In Understanding the Dimensions of IT Governance Culture, Rowlands, De Haes, and Grembergen shine a spotlight on both the lack of organization-level research on the impact of people and culture on governance, and also how that plays a role in business outcomes. “[C]ulture and behavior of individuals and of the enterprise are very often underestimated as a success factor in governance and management activities.”
To address this, they propose a new model driven by empirical research, as well as how culture impacts the implementation of ITG. This makes clear the fact that ITG is driven by culture and ITG’s success or failure directly impacts business outcomes. As recently as 2018, research was showing that new ITG models were needed.
Quite simply, research shows that if the old formal ITG models were sufficient, they would have delivered satisfactory business results.
In the article, “IT Consumerization and the Transformation of IT Governance,” Gregory, Kaganer, Henfridsson, and Ruch’s research produced complementary results to Rowlands, et al. Yet their findings went even further, demonstrating the true impact of consumerization on ITG. They state, “IT consumerization not only challenges the foundations of IT governance but ultimately also transforms it.”
The unprecedented speed and depth in which IT consumerization has subsumed our lives has led to a situation where the goals of ITG should remain the same, and yet the foundations on which we build ITG processes need to transform.
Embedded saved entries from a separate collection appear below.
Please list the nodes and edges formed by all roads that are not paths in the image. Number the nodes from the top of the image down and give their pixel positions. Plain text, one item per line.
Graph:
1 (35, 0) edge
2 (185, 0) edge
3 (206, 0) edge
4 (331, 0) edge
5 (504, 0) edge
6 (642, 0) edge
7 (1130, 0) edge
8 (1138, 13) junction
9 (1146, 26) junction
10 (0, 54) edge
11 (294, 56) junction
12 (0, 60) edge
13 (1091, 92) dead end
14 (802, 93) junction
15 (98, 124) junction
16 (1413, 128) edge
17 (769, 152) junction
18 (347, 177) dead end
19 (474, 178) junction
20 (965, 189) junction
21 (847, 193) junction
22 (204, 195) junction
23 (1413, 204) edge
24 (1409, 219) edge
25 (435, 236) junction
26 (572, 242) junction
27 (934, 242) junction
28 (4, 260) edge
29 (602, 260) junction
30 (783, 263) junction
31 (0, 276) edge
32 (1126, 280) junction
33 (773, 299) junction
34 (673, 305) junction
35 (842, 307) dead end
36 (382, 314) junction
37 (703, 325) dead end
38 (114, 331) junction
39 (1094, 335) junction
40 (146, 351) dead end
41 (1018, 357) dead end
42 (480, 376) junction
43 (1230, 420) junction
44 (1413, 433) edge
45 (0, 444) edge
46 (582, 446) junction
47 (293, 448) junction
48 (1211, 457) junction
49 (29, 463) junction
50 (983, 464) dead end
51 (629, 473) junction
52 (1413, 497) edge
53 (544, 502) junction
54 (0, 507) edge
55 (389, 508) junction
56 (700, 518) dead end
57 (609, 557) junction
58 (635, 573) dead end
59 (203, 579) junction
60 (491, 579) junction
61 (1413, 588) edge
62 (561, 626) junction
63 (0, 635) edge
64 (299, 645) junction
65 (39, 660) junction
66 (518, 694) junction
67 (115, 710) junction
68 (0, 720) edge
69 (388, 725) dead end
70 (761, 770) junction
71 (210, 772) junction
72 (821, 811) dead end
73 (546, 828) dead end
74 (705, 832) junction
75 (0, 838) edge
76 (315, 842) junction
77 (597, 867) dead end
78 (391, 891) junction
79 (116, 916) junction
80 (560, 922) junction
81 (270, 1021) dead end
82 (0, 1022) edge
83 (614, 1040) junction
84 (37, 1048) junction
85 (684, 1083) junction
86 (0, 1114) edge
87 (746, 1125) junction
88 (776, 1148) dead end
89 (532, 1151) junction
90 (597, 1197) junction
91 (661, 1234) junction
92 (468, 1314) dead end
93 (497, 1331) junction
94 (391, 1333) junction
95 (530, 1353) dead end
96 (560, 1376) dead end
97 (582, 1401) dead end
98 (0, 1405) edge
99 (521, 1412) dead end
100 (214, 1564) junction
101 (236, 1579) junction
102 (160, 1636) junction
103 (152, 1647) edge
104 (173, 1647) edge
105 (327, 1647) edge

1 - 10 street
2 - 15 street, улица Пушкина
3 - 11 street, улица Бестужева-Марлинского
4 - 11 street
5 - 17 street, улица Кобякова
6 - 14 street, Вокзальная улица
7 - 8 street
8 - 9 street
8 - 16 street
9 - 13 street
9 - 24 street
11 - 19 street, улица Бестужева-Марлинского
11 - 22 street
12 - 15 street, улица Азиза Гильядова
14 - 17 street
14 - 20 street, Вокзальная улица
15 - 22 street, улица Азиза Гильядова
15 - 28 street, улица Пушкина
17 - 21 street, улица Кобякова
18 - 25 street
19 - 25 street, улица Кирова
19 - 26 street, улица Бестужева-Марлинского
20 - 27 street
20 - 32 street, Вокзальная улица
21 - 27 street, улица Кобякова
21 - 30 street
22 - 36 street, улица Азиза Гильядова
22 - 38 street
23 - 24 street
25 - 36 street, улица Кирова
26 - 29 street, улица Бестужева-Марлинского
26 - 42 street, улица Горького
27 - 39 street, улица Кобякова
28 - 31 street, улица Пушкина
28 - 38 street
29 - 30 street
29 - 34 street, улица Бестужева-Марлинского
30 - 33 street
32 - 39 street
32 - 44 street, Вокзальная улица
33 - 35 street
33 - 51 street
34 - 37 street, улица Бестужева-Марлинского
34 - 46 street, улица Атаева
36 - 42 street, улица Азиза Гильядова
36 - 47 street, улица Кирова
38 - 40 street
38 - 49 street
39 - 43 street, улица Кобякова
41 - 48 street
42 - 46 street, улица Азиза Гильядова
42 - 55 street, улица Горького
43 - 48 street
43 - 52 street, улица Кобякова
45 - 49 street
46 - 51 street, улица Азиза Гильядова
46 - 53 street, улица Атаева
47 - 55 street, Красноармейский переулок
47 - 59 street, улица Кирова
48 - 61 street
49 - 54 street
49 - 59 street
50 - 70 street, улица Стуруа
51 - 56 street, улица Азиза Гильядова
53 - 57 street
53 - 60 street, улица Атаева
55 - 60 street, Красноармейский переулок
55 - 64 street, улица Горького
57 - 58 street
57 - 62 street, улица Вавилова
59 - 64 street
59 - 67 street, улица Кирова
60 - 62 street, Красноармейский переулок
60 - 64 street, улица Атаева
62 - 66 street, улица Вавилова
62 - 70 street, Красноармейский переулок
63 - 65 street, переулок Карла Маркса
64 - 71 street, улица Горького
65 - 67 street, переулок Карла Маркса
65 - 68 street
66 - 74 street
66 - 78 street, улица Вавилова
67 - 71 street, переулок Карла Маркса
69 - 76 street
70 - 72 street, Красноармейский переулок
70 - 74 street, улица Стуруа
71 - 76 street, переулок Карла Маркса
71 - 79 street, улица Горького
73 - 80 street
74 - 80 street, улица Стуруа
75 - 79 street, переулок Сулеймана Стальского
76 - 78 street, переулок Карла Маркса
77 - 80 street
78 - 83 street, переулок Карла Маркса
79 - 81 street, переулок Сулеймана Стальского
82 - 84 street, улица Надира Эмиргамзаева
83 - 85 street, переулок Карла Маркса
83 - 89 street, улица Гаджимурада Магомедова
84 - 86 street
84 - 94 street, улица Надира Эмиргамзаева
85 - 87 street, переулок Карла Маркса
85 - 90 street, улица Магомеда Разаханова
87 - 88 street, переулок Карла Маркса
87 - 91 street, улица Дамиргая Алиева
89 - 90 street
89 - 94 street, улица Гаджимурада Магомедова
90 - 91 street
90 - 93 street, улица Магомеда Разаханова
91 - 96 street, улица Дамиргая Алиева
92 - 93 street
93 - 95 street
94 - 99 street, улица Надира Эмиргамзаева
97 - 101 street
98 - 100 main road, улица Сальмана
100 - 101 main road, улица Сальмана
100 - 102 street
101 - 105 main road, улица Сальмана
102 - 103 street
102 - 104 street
Even to the point where the processes themselves need a complete overhaul, which once again supports the conclusions of Rowlands, et al.
IT governance is killing innovation.
Finally, in an article by Horne and Foster for the Harvard Business Review, the authors state the situation simply: “IT Governance is Killing Innovation… [W]hen it comes to IT’s ability to allocate investments in response to the new work environment, traditional governance processes prove grossly outdated.”
Formal and traditional governance processes (as research shows) are not delivering the results and outcomes expected. Why is that? The reasons are obvious. Traditional models of IT governance are less focused on the original goals of IT governance (prioritizing business value, controlling decision makers, and mitigating real risks), and more focused on controlling the day-to-day operations of front-line workers in order to avoid risk. This has ultimately killed innovation, and led to dysfunctional culture situations.
Whether via academic research, corporate results, or first-hand experience, one thing is clear. The traditional IT governance models have failed at the original goals. They are not driving an increase in quantifiable business value, they have not appropriately controlled management’s performance, and they have not created adaptive organizations when it comes to responding to risk. Rather than using IT to unlock an organization’s creative spark and creating business value while mitigating risk, they have caused calcification instead.
There needs to be a better way
The results above speak for themselves. IT governance, as it’s currently constituted in the IT world, isn’t working. This doesn’t mean that IT governance is dead and should be relegated to the dustbin of ideas. It does mean, however, that how we think about IT governance, and how we apply it needs to change dramatically, especially in light of the exponential changes we face every day in IT.